Hypoparathyroidism: The Hormone Replacement Therapy is Close

Maria Luisa Brandi

Disclosures

Expert Rev Endocrinol Metab. 2012;7(3):255-257. 

Abstract and Introduction

Introduction

Hypoparathyroidism occurs when the parathyroid glands are unable to control calcium homeostasis, with consequent hypocalcemia, hyperphosphatemia and hypercalciuria. The differential diagnosis of hypoparathyroidism recognizes two main conditions: primary and secondary forms. Primary hypoparathyroidism encompasses several congenital rare conditions,[1] and secondary hypoparathyroidism is most commonly seen as a complication of surgery (i.e., thyroidectomy, parathyroidectomy or radical neck surgery).[2]

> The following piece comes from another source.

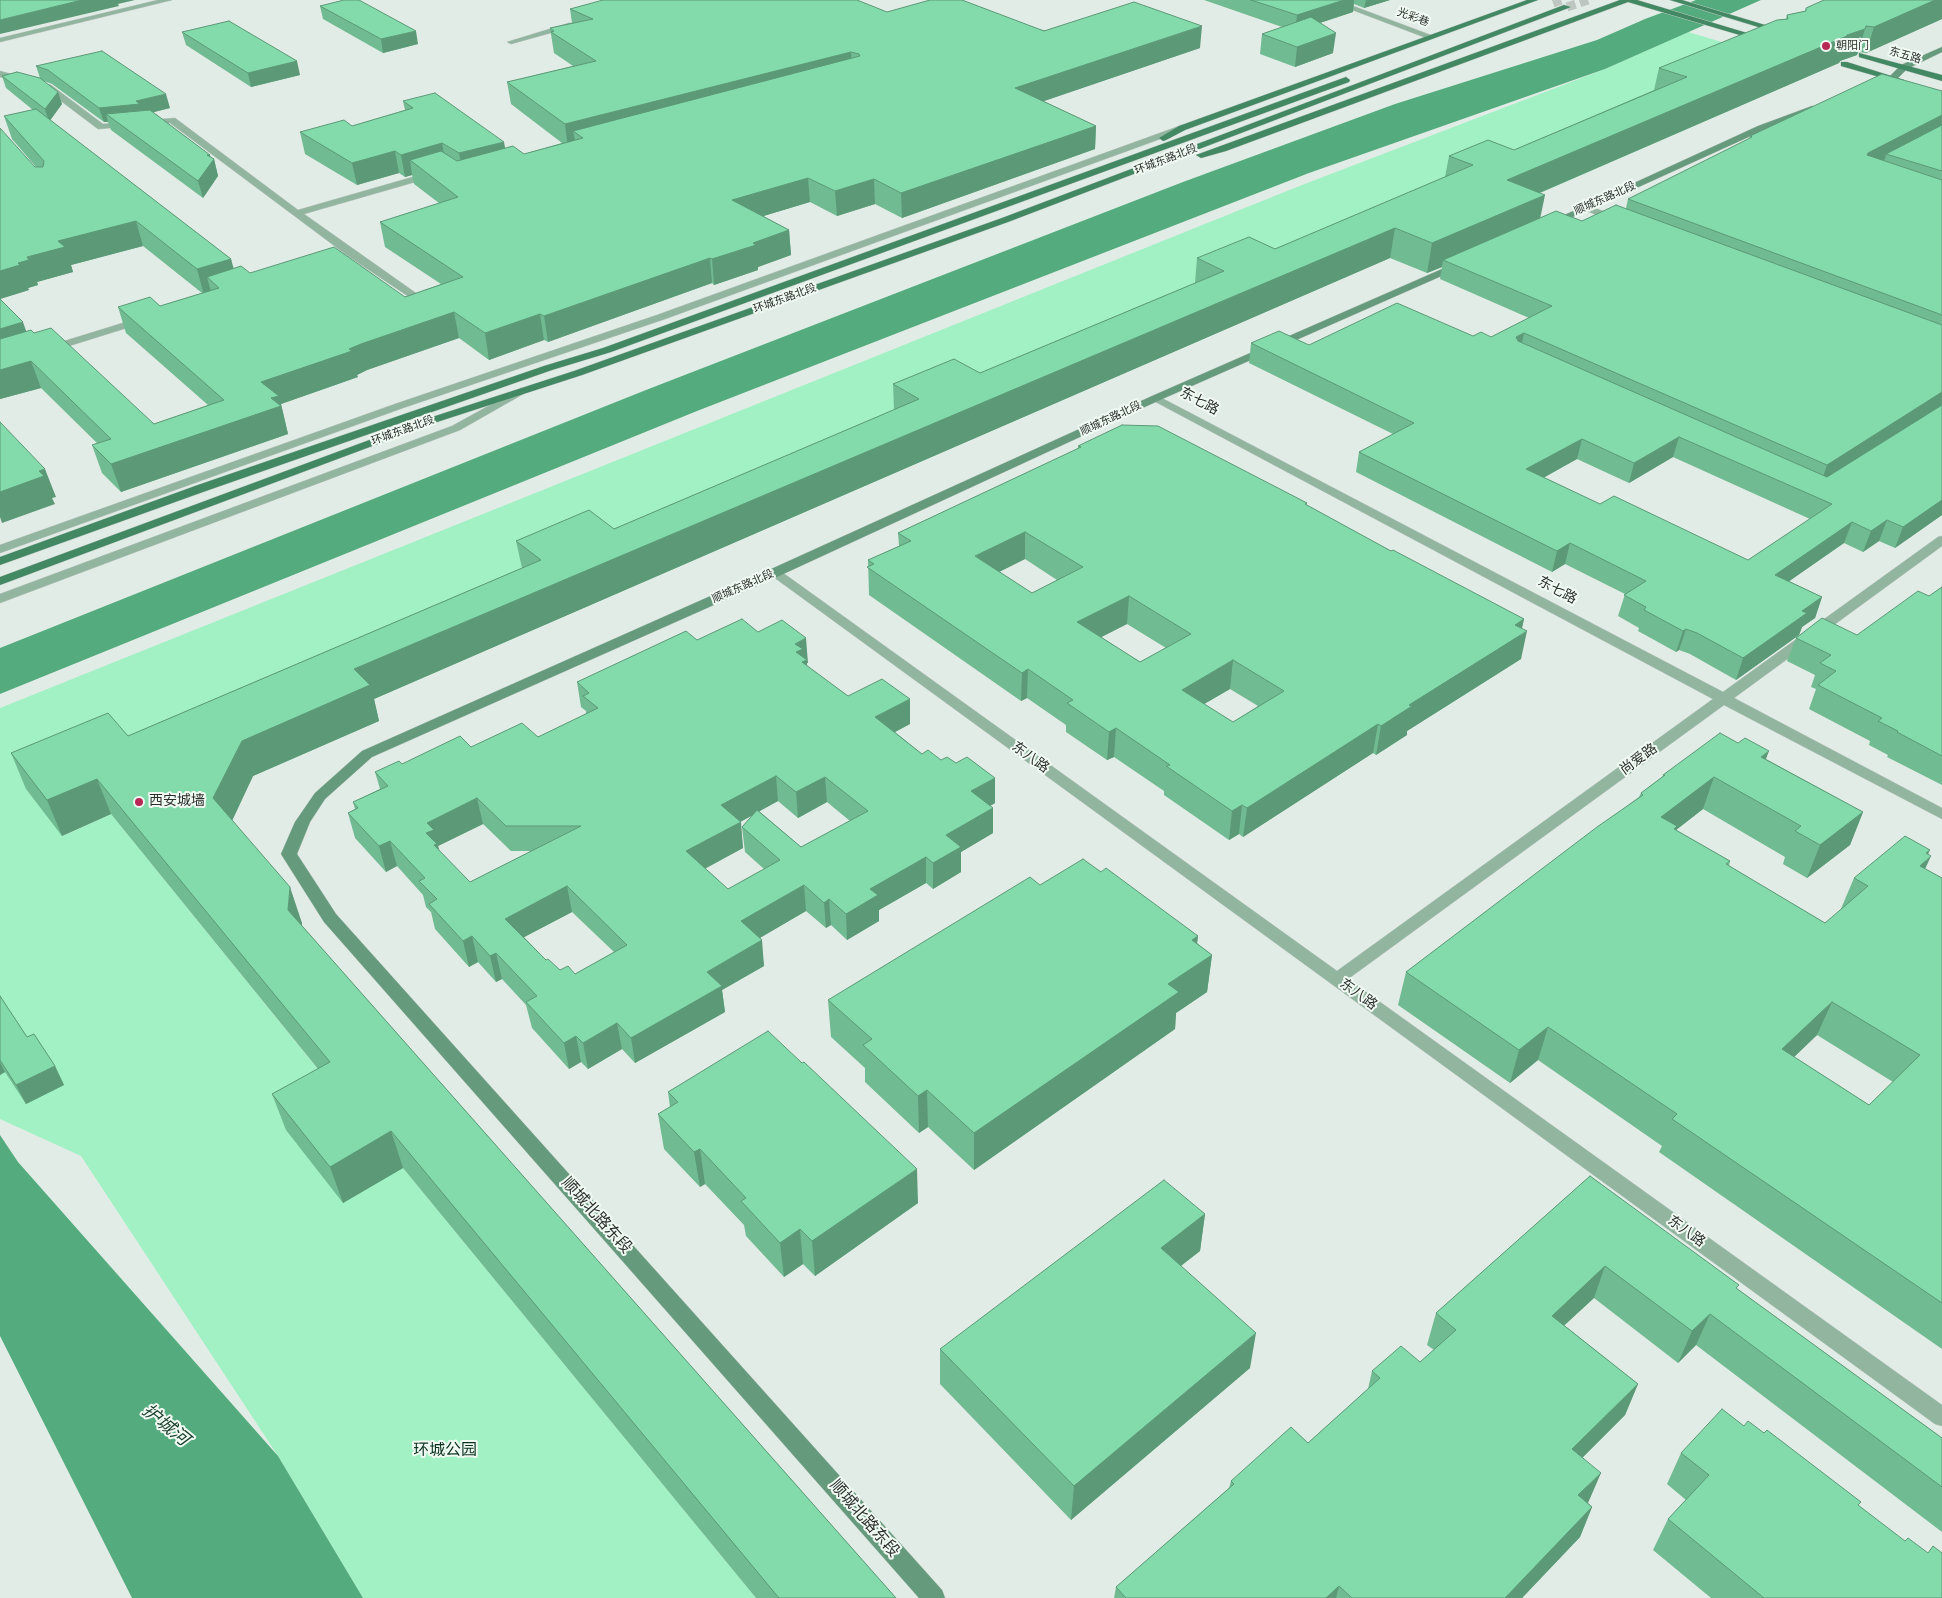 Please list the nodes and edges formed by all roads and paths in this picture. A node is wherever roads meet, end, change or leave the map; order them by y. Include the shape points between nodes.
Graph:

Unlike most hormone insufficiency states, primary hypoparathyroidism is not treated by replacing the missing hormone. Therapy for hypoparathyroidism is limited to symptomatic management, often with large amounts of calcium and calcitriol. However, not all patients are well controlled when treated with calcium and calcitriol, frequently experiencing symptoms of either hyper- and/or hypo-calcemia. As parathyroid hormone (PTH) maintains serum calcium in the normal range and reduces urine calcium excretion, conventional therapy with calcium and calcitriol normalizes serum calcium without the renal calcium-retaining effect needed to normalize urinary calcium. This is the reason of the often observed hypercalciuria in hypoparathyroid patients treated with calcitriol, with an increased risk of nephrocalcinosis, nephrolithiasis or kidney failure.[3] This is certainly true in the refractory hypoparathyroid patients and universal in children affected by autosomal dominant hypoparathyroidism.[4,5] An improved treatment is, therefore, warranted.

Replacement therapy with the biologically active amino-terminal portion of the PTH molecule has been investigated during the past two decades. The first published study on the short-term effects of PTH 1–38 in two adolescents with autoimmune hypoparathyroidism was that by Stögmann et al. in 1990.[6] A number of randomized controlled open-label studies followed this first case report. In 1996, Winer et al. published the results of a randomized controlled trial of ten adults treated for 20 weeks with PTH 1–34 or calcitriol, with superiority of PTH 1–34 in the control of serum and urinary calcium levels.[7] Following this pilot study, the same group carried out a randomized crossover clinical study in 17 hypoparathyroid adults comparing once-daily and twice-daily PTH 1–34 regimens, with a favorable calcium homeostatic profile with twice-daily treatment.[8] These results were subsequently confirmed in a long-term treatment study in 27 adults with hypoparathyroidism[9] and in children 4–17 years of age with chronic hypoparathyroidism.[10,11]

These results, together with the descriptions from case reports,[12–15] led to the conclusion that recombinant PTH is a reasonable therapeutic option in patients with refractory hypoparathyroidism and hypercalciuria. However, approval for the use of recombinant PTH in hypoparathyroidism is still lacking for known reasons. Despite the evident rationale for PTH replacement in hypoparathyroidism, the first clinical studies of recombinant human PTH 1–34 (teriparatide, Eli Lilly, IN, USA) were for the treatment of osteoporosis, with approval from the US FDA for severe adult osteoporostic patients.[16] As long-term supraphysiological doses of teriparatide given to rats with normal functioning parathyroid glands led to osteosarcomas,[17] the product label warned against pediatric use. This resulted in a lack of interest by the manufacturer to sponsor investigational use of teriparatide in children.

Use of the native full-length molecule, PTH 1–84, in hypoparathyroidism has been investigated recently. PTH 1–84, developed by NPS Pharmaceuticals (NJ, USA) for the prevention of osteoporotic fractures, is approved in Europe for the treatment of severe osteoporosis in postmenopausal women, making devices for the easy subcutaneous administration of the hormone available. The studies on PTH 1–84 were either based on case series[18,19] or were performed in a randomized placebo-controlled double-blind setting.[20] Overall, the results obtained support the use of PTH 1–84 in hypoparathyroidism, with a significant reduction in the need for calcium and calcitriol and prevention of the overmineralized bone typical of hypoparathyroidism. The recently completed randomized double-blind placebo-controlled study to assess the safety and efficacy of PTH 1–84 in reducing the need for large doses of calcium and calcitriol opens the possibility for the manufacturer (NPS Pharmaceuticals) to have the hormone approved for use in hypoparathyroidism.

The future of hormone replacement therapy in hypoparathyroidism can be viewed with optimism, even if we are left with several unanswered questions, similar to those involving the use of insulin in diabetes several decades ago. The possibility of having a true replacement therapy approved for hypoparathyroidism will be the basis of building an optimal treatment for these patients.